Stored dataset items

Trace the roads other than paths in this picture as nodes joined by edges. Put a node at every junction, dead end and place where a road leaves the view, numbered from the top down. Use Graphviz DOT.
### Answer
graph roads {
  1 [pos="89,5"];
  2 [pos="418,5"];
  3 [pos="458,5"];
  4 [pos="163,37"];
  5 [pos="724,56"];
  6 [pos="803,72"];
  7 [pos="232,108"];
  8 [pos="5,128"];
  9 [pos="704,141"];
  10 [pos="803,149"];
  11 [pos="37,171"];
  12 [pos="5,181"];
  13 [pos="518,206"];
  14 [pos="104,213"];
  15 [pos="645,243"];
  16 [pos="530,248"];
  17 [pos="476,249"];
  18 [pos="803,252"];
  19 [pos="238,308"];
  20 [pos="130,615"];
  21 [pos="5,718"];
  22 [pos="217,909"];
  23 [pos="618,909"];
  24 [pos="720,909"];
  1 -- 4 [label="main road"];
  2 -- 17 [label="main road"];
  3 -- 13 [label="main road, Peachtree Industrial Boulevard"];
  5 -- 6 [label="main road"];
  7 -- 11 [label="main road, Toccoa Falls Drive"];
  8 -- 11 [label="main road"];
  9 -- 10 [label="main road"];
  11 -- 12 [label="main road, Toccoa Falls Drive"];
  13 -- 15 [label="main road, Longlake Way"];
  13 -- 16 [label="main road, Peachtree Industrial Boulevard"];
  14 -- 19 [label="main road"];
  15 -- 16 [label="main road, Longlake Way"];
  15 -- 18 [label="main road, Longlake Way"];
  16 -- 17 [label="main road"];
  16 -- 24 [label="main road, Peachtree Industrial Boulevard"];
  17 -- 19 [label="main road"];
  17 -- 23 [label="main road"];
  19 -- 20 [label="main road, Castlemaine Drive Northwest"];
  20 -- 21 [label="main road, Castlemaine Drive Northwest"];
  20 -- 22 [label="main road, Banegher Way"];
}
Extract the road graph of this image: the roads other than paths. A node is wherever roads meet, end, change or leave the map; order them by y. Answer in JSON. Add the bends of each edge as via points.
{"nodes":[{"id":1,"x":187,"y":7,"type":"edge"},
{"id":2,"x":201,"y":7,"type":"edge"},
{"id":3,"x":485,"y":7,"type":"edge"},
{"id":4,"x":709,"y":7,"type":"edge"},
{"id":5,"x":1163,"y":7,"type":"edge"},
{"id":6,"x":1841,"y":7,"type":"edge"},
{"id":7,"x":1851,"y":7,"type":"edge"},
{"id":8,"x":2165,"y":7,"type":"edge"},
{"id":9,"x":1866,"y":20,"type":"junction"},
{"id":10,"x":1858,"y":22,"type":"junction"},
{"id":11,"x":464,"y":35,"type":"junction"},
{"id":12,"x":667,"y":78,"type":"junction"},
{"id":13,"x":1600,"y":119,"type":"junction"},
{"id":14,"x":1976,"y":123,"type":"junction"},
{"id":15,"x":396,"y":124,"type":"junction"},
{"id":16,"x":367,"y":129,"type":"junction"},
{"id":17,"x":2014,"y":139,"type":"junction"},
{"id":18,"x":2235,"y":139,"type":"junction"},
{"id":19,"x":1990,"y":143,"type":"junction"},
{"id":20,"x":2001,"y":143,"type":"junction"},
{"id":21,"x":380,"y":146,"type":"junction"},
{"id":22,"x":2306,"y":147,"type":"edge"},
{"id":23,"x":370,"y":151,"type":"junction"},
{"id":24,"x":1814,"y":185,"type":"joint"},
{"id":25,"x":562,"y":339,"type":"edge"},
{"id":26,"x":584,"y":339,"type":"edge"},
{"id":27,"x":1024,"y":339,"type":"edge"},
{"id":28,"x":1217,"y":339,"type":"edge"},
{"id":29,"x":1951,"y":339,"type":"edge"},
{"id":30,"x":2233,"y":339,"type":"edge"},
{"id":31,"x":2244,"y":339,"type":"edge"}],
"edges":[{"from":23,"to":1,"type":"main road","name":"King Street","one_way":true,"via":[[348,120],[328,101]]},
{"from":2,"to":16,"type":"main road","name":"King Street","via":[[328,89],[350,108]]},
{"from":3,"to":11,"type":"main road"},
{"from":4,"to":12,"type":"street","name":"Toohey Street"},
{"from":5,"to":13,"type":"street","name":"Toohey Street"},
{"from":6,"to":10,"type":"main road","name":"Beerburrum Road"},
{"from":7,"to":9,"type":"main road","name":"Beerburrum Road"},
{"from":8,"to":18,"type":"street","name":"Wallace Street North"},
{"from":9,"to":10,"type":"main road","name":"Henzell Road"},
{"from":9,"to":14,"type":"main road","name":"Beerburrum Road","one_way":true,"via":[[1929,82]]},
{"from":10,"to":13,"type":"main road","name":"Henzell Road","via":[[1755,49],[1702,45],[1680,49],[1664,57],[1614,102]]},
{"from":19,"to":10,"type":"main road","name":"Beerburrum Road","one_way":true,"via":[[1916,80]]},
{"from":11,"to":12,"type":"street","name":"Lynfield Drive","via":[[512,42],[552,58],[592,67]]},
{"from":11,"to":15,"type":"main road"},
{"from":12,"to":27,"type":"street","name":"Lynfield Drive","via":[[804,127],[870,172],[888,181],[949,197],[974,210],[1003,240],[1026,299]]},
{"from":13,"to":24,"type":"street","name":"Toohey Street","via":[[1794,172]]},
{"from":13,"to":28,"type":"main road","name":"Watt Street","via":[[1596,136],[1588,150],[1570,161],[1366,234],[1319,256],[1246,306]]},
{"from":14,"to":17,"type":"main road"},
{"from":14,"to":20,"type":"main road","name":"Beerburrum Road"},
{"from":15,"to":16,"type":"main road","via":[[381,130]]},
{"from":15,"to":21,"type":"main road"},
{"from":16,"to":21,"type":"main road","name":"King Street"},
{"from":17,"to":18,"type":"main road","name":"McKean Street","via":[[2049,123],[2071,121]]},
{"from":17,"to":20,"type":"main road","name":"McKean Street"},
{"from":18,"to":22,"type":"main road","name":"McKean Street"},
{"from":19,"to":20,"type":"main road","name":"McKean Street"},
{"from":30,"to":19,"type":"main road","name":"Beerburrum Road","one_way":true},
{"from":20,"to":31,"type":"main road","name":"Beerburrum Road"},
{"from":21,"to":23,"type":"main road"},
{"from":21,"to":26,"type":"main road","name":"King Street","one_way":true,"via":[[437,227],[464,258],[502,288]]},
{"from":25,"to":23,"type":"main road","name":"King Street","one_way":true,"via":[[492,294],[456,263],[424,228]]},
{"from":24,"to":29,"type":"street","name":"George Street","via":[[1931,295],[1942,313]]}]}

** What is required **
Each line of the records must be reproduced exactly.

** Response area **
Trace the roads other than paths in this picture as nodes joined by edges. Put a node at every junction, dead end and place where a road leaves the view, numbered from the top down. Use Graphviz DOT.
### Answer
graph roads {
  1 [pos="89,5"];
  2 [pos="418,5"];
  3 [pos="458,5"];
  4 [pos="163,37"];
  5 [pos="724,56"];
  6 [pos="803,72"];
  7 [pos="232,108"];
  8 [pos="5,128"];
  9 [pos="704,141"];
  10 [pos="803,149"];
  11 [pos="37,171"];
  12 [pos="5,181"];
  13 [pos="518,206"];
  14 [pos="104,213"];
  15 [pos="645,243"];
  16 [pos="530,248"];
  17 [pos="476,249"];
  18 [pos="803,252"];
  19 [pos="238,308"];
  20 [pos="130,615"];
  21 [pos="5,718"];
  22 [pos="217,909"];
  23 [pos="618,909"];
  24 [pos="720,909"];
  1 -- 4 [label="main road"];
  2 -- 17 [label="main road"];
  3 -- 13 [label="main road, Peachtree Industrial Boulevard"];
  5 -- 6 [label="main road"];
  7 -- 11 [label="main road, Toccoa Falls Drive"];
  8 -- 11 [label="main road"];
  9 -- 10 [label="main road"];
  11 -- 12 [label="main road, Toccoa Falls Drive"];
  13 -- 15 [label="main road, Longlake Way"];
  13 -- 16 [label="main road, Peachtree Industrial Boulevard"];
  14 -- 19 [label="main road"];
  15 -- 16 [label="main road, Longlake Way"];
  15 -- 18 [label="main road, Longlake Way"];
  16 -- 17 [label="main road"];
  16 -- 24 [label="main road, Peachtree Industrial Boulevard"];
  17 -- 19 [label="main road"];
  17 -- 23 [label="main road"];
  19 -- 20 [label="main road, Castlemaine Drive Northwest"];
  20 -- 21 [label="main road, Castlemaine Drive Northwest"];
  20 -- 22 [label="main road, Banegher Way"];
}
Extract the road graph of this image: the roads other than paths. A node is wherever roads meet, end, change or leave the map; order them by y. Answer in JSON. Add the bends of each edge as via points.
{"nodes":[{"id":1,"x":187,"y":7,"type":"edge"},
{"id":2,"x":201,"y":7,"type":"edge"},
{"id":3,"x":485,"y":7,"type":"edge"},
{"id":4,"x":709,"y":7,"type":"edge"},
{"id":5,"x":1163,"y":7,"type":"edge"},
{"id":6,"x":1841,"y":7,"type":"edge"},
{"id":7,"x":1851,"y":7,"type":"edge"},
{"id":8,"x":2165,"y":7,"type":"edge"},
{"id":9,"x":1866,"y":20,"type":"junction"},
{"id":10,"x":1858,"y":22,"type":"junction"},
{"id":11,"x":464,"y":35,"type":"junction"},
{"id":12,"x":667,"y":78,"type":"junction"},
{"id":13,"x":1600,"y":119,"type":"junction"},
{"id":14,"x":1976,"y":123,"type":"junction"},
{"id":15,"x":396,"y":124,"type":"junction"},
{"id":16,"x":367,"y":129,"type":"junction"},
{"id":17,"x":2014,"y":139,"type":"junction"},
{"id":18,"x":2235,"y":139,"type":"junction"},
{"id":19,"x":1990,"y":143,"type":"junction"},
{"id":20,"x":2001,"y":143,"type":"junction"},
{"id":21,"x":380,"y":146,"type":"junction"},
{"id":22,"x":2306,"y":147,"type":"edge"},
{"id":23,"x":370,"y":151,"type":"junction"},
{"id":24,"x":1814,"y":185,"type":"joint"},
{"id":25,"x":562,"y":339,"type":"edge"},
{"id":26,"x":584,"y":339,"type":"edge"},
{"id":27,"x":1024,"y":339,"type":"edge"},
{"id":28,"x":1217,"y":339,"type":"edge"},
{"id":29,"x":1951,"y":339,"type":"edge"},
{"id":30,"x":2233,"y":339,"type":"edge"},
{"id":31,"x":2244,"y":339,"type":"edge"}],
"edges":[{"from":23,"to":1,"type":"main road","name":"King Street","one_way":true,"via":[[348,120],[328,101]]},
{"from":2,"to":16,"type":"main road","name":"King Street","via":[[328,89],[350,108]]},
{"from":3,"to":11,"type":"main road"},
{"from":4,"to":12,"type":"street","name":"Toohey Street"},
{"from":5,"to":13,"type":"street","name":"Toohey Street"},
{"from":6,"to":10,"type":"main road","name":"Beerburrum Road"},
{"from":7,"to":9,"type":"main road","name":"Beerburrum Road"},
{"from":8,"to":18,"type":"street","name":"Wallace Street North"},
{"from":9,"to":10,"type":"main road","name":"Henzell Road"},
{"from":9,"to":14,"type":"main road","name":"Beerburrum Road","one_way":true,"via":[[1929,82]]},
{"from":10,"to":13,"type":"main road","name":"Henzell Road","via":[[1755,49],[1702,45],[1680,49],[1664,57],[1614,102]]},
{"from":19,"to":10,"type":"main road","name":"Beerburrum Road","one_way":true,"via":[[1916,80]]},
{"from":11,"to":12,"type":"street","name":"Lynfield Drive","via":[[512,42],[552,58],[592,67]]},
{"from":11,"to":15,"type":"main road"},
{"from":12,"to":27,"type":"street","name":"Lynfield Drive","via":[[804,127],[870,172],[888,181],[949,197],[974,210],[1003,240],[1026,299]]},
{"from":13,"to":24,"type":"street","name":"Toohey Street","via":[[1794,172]]},
{"from":13,"to":28,"type":"main road","name":"Watt Street","via":[[1596,136],[1588,150],[1570,161],[1366,234],[1319,256],[1246,306]]},
{"from":14,"to":17,"type":"main road"},
{"from":14,"to":20,"type":"main road","name":"Beerburrum Road"},
{"from":15,"to":16,"type":"main road","via":[[381,130]]},
{"from":15,"to":21,"type":"main road"},
{"from":16,"to":21,"type":"main road","name":"King Street"},
{"from":17,"to":18,"type":"main road","name":"McKean Street","via":[[2049,123],[2071,121]]},
{"from":17,"to":20,"type":"main road","name":"McKean Street"},
{"from":18,"to":22,"type":"main road","name":"McKean Street"},
{"from":19,"to":20,"type":"main road","name":"McKean Street"},
{"from":30,"to":19,"type":"main road","name":"Beerburrum Road","one_way":true},
{"from":20,"to":31,"type":"main road","name":"Beerburrum Road"},
{"from":21,"to":23,"type":"main road"},
{"from":21,"to":26,"type":"main road","name":"King Street","one_way":true,"via":[[437,227],[464,258],[502,288]]},
{"from":25,"to":23,"type":"main road","name":"King Street","one_way":true,"via":[[492,294],[456,263],[424,228]]},
{"from":24,"to":29,"type":"street","name":"George Street","via":[[1931,295],[1942,313]]}]}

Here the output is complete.